DATA TO EXAMINE ::
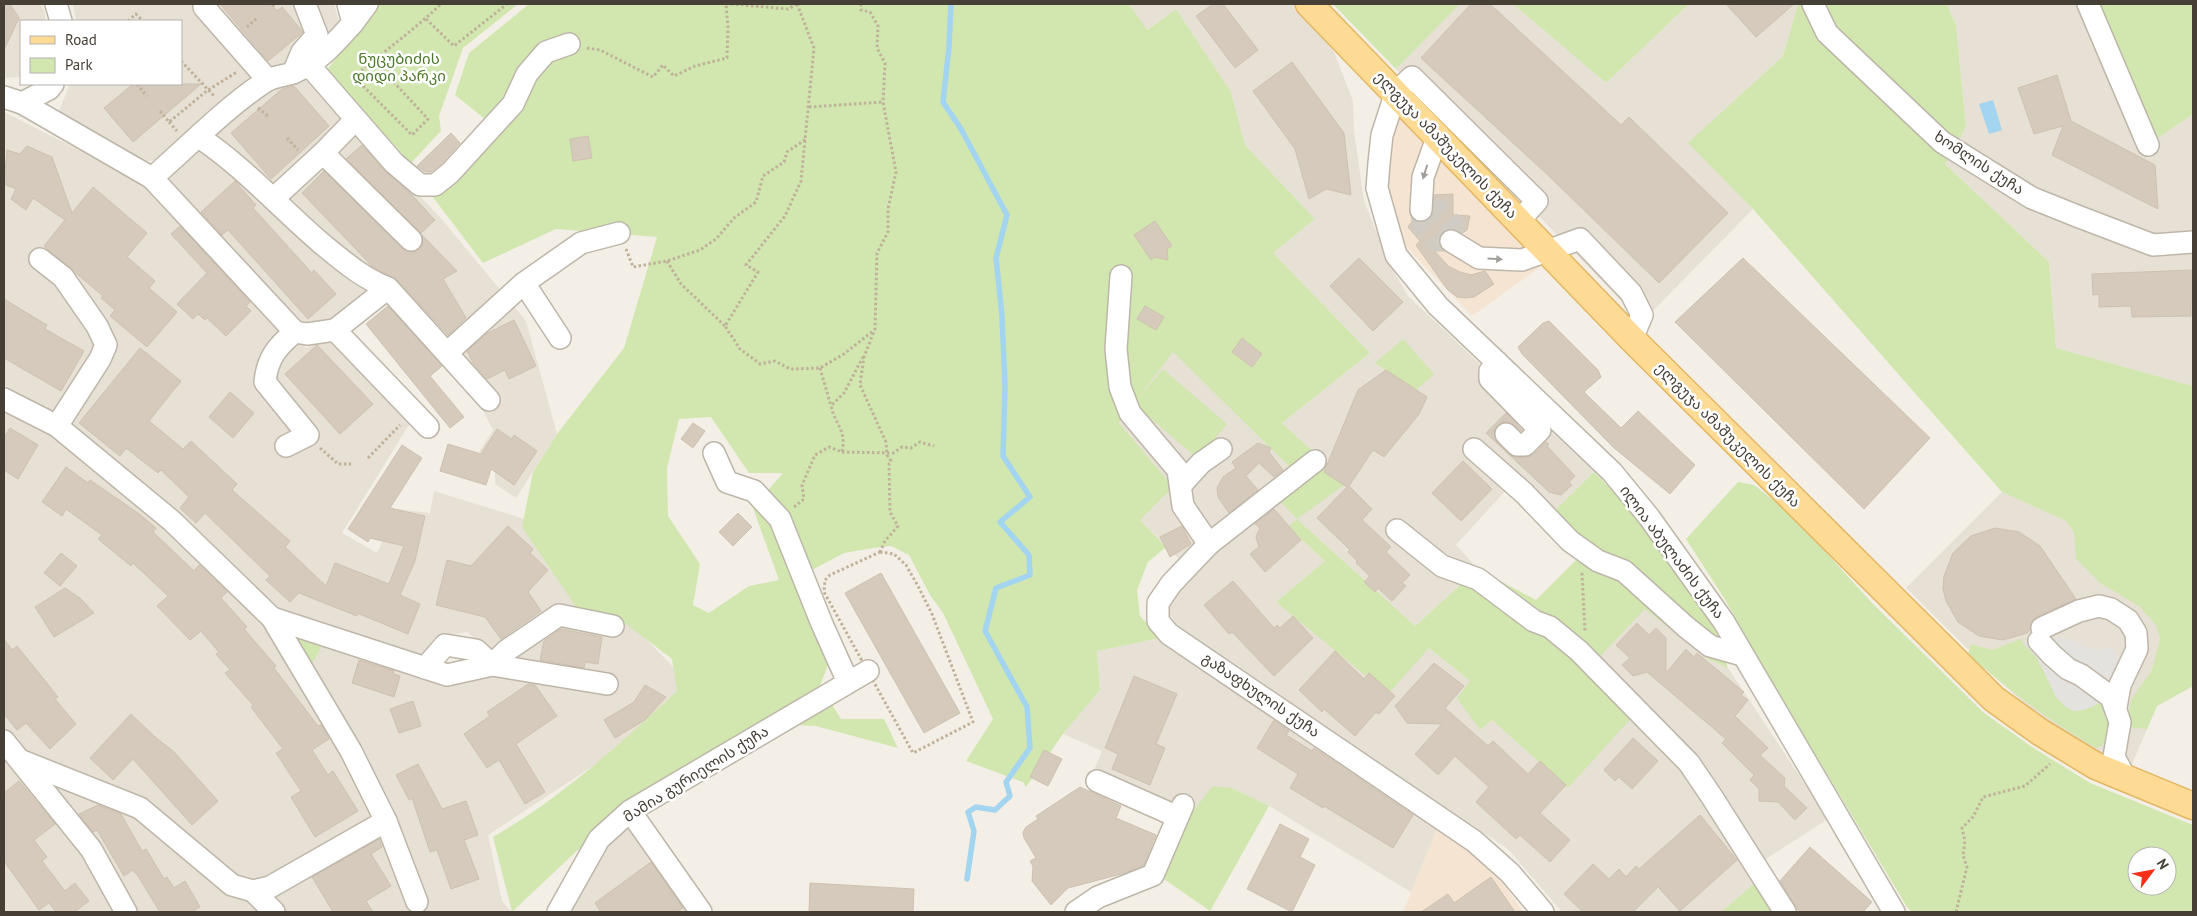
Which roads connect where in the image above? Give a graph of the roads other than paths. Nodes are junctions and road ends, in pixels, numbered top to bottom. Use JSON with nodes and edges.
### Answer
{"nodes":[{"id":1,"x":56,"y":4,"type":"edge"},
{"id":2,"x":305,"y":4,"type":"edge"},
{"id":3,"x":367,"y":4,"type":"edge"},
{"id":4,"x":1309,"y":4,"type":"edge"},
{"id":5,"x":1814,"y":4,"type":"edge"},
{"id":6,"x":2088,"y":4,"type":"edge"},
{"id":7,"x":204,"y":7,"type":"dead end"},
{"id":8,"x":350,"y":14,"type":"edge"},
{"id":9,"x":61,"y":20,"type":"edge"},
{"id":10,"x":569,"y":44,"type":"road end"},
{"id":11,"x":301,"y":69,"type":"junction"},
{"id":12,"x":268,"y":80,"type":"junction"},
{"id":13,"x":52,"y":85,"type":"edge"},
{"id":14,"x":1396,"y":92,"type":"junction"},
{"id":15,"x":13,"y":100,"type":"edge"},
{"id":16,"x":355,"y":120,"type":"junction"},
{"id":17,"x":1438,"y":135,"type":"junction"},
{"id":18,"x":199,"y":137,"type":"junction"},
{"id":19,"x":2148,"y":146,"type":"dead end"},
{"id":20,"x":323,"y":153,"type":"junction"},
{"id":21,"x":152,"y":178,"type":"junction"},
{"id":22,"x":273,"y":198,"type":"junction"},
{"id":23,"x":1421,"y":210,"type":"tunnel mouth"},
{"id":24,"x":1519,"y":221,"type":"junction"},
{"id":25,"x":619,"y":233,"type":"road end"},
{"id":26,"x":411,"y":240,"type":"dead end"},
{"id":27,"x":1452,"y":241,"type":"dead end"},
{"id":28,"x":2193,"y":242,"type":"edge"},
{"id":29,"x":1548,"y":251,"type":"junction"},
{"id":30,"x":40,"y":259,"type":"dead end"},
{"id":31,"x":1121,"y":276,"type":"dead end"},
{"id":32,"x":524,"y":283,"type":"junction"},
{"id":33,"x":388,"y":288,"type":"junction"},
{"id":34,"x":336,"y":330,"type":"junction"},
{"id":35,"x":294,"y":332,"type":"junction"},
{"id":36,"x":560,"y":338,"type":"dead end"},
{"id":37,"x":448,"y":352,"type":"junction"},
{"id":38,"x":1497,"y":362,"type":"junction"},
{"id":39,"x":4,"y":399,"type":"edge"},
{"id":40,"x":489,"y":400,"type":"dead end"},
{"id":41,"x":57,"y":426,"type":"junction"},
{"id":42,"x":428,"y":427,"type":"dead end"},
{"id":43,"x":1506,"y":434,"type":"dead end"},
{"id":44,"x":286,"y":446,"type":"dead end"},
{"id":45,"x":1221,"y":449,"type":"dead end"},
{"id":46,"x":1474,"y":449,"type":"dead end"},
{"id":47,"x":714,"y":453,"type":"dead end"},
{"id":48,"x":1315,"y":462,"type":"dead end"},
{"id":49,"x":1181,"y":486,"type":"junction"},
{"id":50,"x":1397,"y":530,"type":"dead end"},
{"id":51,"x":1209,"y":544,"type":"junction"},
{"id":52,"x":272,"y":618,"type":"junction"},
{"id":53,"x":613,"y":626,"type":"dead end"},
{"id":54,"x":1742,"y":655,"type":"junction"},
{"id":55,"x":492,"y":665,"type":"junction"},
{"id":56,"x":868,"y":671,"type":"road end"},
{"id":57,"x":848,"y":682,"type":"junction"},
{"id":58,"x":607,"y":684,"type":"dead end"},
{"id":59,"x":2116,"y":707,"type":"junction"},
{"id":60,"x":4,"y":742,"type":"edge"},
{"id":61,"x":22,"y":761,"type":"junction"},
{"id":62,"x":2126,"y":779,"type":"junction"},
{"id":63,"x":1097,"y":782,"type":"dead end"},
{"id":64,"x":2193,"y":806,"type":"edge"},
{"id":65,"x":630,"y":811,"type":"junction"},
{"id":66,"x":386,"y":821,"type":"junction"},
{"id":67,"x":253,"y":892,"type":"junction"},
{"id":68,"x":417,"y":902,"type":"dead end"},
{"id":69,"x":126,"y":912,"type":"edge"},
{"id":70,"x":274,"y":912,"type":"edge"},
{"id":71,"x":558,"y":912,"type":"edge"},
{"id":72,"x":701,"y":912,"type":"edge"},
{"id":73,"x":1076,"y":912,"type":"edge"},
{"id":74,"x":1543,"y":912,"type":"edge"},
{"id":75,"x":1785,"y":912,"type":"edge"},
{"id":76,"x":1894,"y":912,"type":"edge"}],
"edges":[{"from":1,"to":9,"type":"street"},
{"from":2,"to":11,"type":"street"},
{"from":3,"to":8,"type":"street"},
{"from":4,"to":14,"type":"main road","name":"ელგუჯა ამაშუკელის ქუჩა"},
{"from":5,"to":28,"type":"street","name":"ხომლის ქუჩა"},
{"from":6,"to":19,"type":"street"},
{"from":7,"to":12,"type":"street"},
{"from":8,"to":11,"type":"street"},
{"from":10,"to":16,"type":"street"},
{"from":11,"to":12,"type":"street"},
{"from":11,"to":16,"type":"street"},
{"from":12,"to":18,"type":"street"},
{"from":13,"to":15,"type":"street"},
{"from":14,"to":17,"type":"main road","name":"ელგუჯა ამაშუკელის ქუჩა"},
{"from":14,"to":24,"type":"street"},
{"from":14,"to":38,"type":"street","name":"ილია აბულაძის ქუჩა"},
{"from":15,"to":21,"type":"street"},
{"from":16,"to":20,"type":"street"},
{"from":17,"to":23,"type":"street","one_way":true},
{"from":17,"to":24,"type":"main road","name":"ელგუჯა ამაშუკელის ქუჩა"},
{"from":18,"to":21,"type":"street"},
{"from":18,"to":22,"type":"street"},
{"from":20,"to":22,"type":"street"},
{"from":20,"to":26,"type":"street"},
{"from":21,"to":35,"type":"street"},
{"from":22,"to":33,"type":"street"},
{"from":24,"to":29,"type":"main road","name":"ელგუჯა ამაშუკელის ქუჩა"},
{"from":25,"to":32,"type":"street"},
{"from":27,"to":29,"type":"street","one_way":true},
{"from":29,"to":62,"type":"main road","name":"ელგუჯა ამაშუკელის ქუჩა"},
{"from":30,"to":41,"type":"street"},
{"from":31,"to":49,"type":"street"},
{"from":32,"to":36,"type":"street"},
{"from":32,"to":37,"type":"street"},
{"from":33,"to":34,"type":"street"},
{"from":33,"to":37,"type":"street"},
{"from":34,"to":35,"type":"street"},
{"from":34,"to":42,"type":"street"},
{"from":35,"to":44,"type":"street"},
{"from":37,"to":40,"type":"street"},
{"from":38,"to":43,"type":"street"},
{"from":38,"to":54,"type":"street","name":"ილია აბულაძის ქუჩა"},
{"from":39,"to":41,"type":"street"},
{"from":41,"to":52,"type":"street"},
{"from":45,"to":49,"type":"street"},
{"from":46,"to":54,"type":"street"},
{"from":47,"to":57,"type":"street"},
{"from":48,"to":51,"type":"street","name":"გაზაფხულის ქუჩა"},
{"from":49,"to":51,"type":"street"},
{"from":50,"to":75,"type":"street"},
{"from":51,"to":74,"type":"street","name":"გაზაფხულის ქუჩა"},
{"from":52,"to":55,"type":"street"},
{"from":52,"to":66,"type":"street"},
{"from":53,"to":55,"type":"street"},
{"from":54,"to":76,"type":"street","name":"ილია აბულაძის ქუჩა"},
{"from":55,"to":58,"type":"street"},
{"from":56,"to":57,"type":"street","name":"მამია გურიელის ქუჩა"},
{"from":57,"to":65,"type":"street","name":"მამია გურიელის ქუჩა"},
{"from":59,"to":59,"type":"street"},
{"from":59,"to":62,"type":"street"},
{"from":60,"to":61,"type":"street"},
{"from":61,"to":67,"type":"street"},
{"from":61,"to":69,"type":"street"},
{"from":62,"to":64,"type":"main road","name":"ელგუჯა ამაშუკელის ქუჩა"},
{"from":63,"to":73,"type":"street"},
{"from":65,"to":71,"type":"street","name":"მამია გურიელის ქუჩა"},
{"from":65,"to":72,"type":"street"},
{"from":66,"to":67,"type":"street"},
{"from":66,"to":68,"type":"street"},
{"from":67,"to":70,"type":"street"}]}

* * *

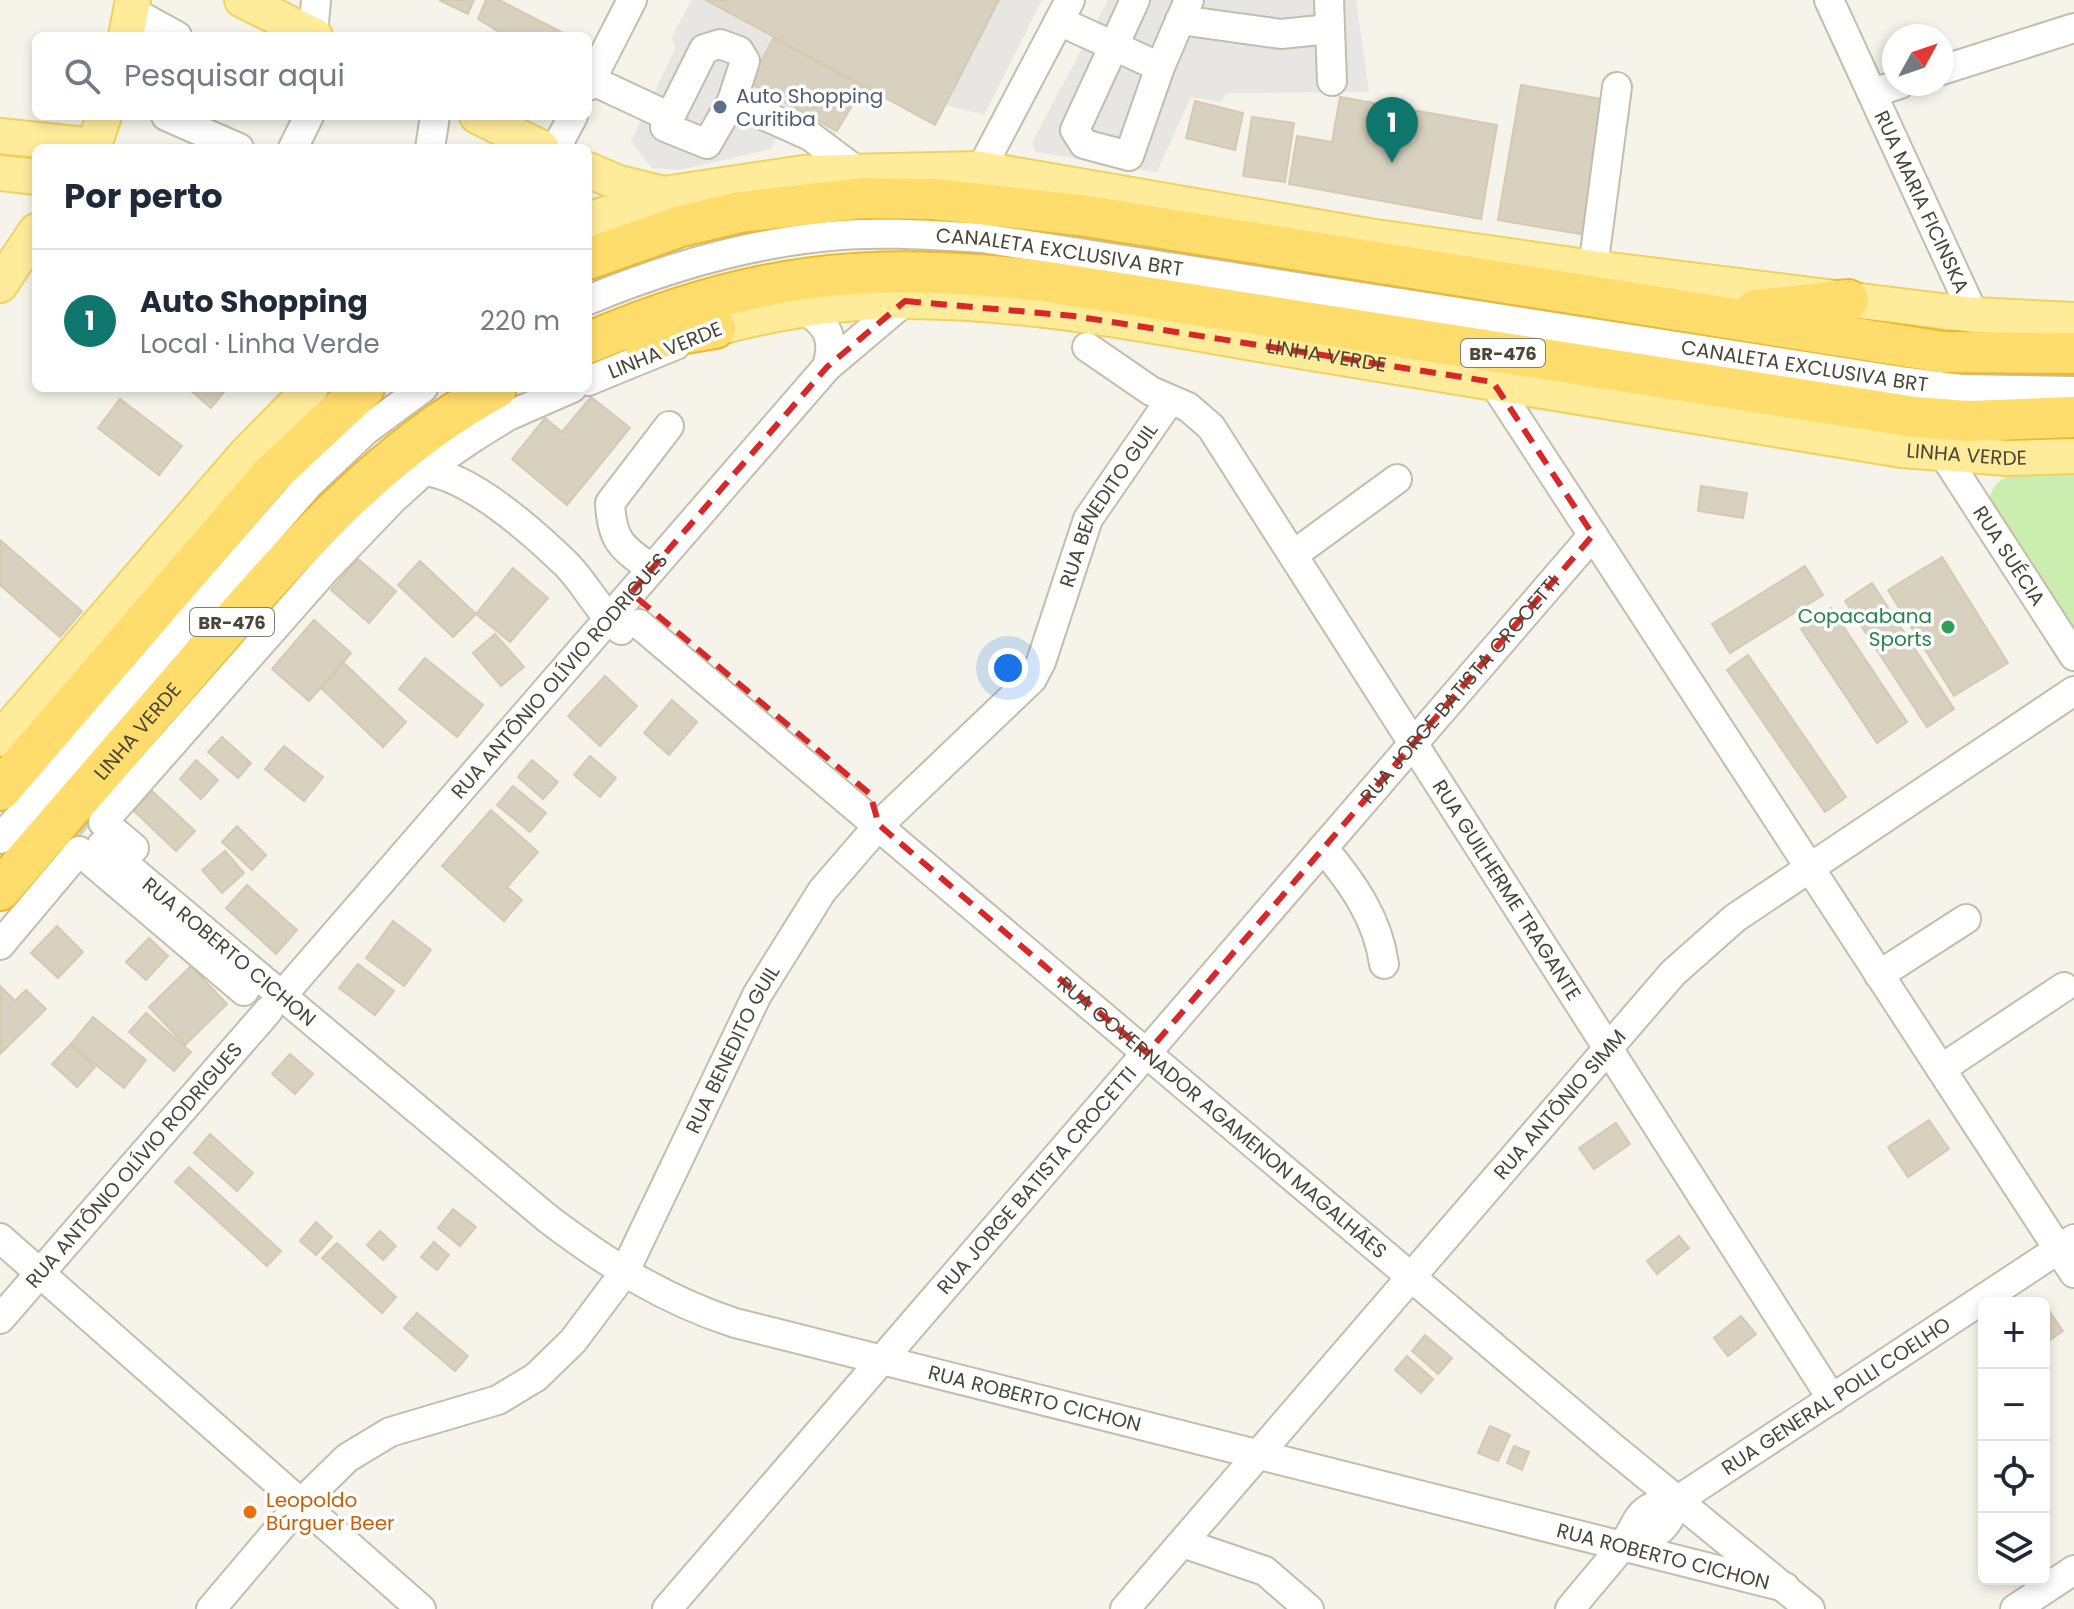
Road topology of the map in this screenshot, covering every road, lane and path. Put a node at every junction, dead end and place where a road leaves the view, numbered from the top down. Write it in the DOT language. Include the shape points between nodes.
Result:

WHAT NEEDS TO BE DONE :: If a line in the records above contains "numbered", copy that line.

ANSWER BOX ::
Which roads connect where in the image above? Give a graph of the roads other than paths. Nodes are junctions and road ends, in pixels, numbered top to bottom. Use JSON with nodes and edges.
Road topology of the map in this screenshot, covering every road, lane and path. Put a node at every junction, dead end and place where a road leaves the view, numbered from the top down. Write it in the DOT language. Include the shape points between nodes.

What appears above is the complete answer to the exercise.